■ Problem requirements ■
Across all the entries below, how many lines contain the string "main"? The number by itself is the answer.

*** Supplied information Section Begins ***

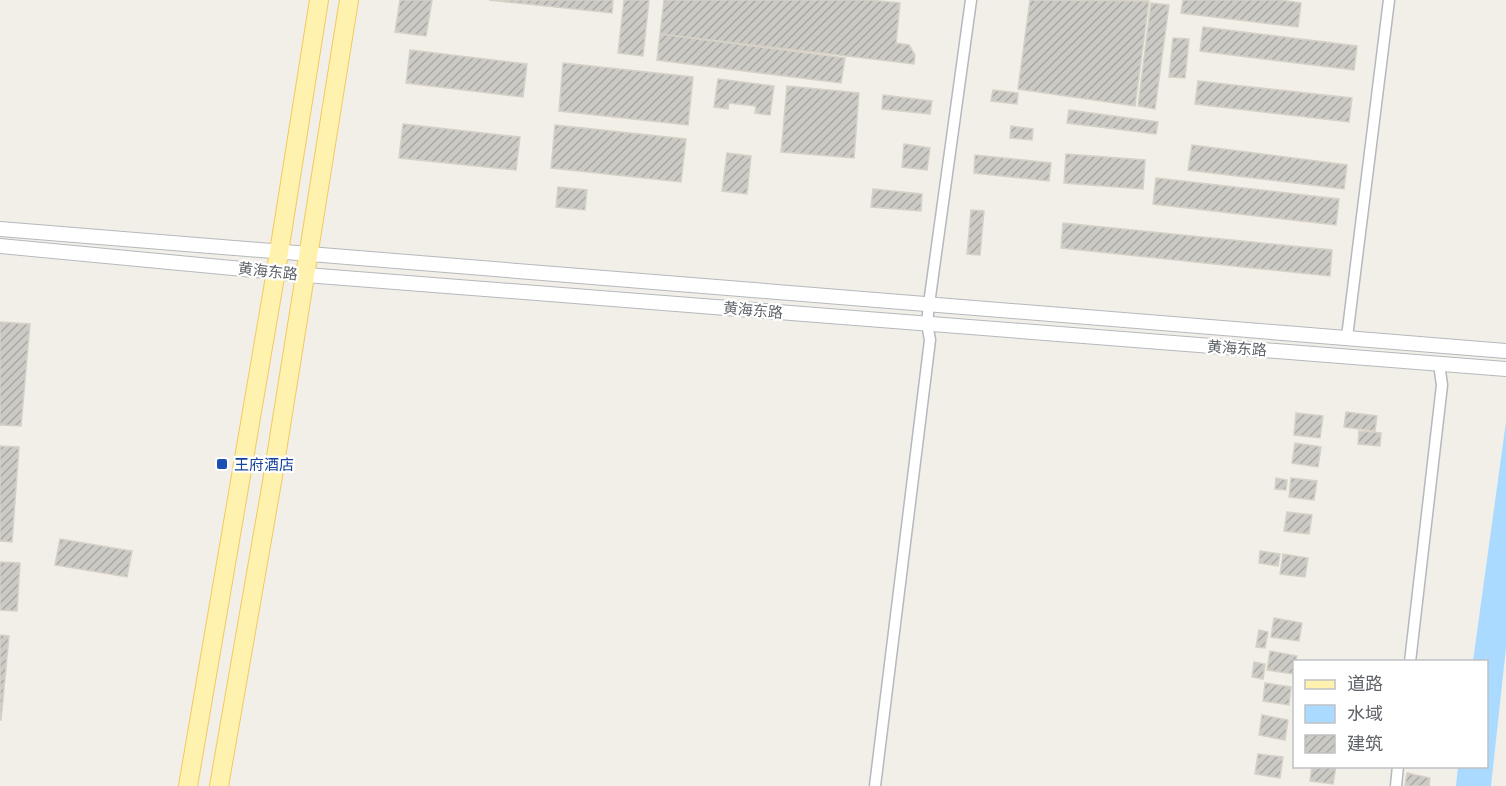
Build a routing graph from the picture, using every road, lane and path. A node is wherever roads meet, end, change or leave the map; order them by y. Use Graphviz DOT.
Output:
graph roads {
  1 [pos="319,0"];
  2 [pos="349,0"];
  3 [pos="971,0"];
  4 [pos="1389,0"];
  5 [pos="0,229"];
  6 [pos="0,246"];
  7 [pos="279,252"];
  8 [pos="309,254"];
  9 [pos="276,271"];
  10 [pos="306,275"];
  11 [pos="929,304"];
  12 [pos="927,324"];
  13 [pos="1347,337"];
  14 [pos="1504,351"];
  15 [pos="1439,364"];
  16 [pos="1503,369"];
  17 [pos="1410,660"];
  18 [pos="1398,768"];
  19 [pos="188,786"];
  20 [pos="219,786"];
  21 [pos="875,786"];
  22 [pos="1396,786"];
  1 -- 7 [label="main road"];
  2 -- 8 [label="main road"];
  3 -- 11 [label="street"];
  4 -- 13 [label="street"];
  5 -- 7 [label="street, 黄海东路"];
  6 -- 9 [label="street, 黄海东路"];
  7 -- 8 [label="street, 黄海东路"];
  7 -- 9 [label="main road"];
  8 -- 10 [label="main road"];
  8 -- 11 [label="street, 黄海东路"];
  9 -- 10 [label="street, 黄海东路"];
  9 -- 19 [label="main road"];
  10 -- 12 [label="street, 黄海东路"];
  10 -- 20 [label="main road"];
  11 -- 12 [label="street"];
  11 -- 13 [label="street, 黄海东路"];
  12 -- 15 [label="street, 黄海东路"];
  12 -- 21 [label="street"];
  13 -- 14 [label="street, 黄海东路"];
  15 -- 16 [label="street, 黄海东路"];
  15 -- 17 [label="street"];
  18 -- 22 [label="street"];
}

*** Supplied information Section Ends ***

■ Final answer ■
6